Per vaccinare l’intera popolazione italiana, però, ci vorranno diversi mesi. Fino a quel momento, il numero dei contagi continuerà ad essere alto e per questo motivo il Governo sta studiando nuove strette. La prossima dovrebbe esserci con l’arrivo della terza ondata, che molti esperti hanno annunciato nel mese di gennaio/febbraio.

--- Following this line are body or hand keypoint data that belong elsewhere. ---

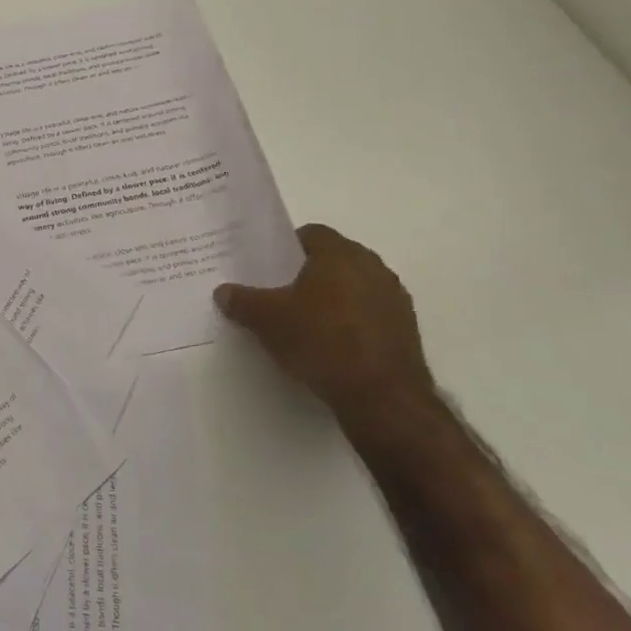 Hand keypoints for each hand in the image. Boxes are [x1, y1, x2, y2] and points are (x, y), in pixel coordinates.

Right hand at [214, 224, 432, 428]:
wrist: (381, 396)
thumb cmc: (321, 341)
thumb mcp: (267, 320)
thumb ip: (242, 301)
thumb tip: (223, 292)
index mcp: (340, 254)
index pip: (312, 233)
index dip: (288, 246)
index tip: (269, 266)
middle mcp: (372, 267)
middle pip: (335, 258)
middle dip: (309, 271)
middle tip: (281, 291)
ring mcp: (394, 298)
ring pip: (355, 285)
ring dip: (333, 296)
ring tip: (306, 319)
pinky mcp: (406, 329)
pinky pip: (370, 312)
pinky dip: (352, 319)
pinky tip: (332, 343)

Proprio il Premier Giuseppe Conte ha rilasciato alcune dichiarazioni in cui ha anticipato le possibili scelte una volta terminato il periodo natalizio, con l’intera Italia che potrebbe diventare zona rossa. In caso di aumento importante, le misure potrebbero essere ancora più restrittive, con un lockdown come quello di inizio pandemia:

Se dovesse arrivare un’impennata, una terza ondata o una variante che faccia sbalzare l’RT, allora ci troveremmo facilmente in zona rossa o con misure più restrittive. Ma in una situazione come quella attuale forse dovremmo affrontare gennaio-febbraio con una certa tranquillità”.

Il Governo, quindi, starebbe già studiando un nuovo lockdown. Nonostante le misure restrittive di questi giorni, infatti, ci si aspetta un aumento dei contagi.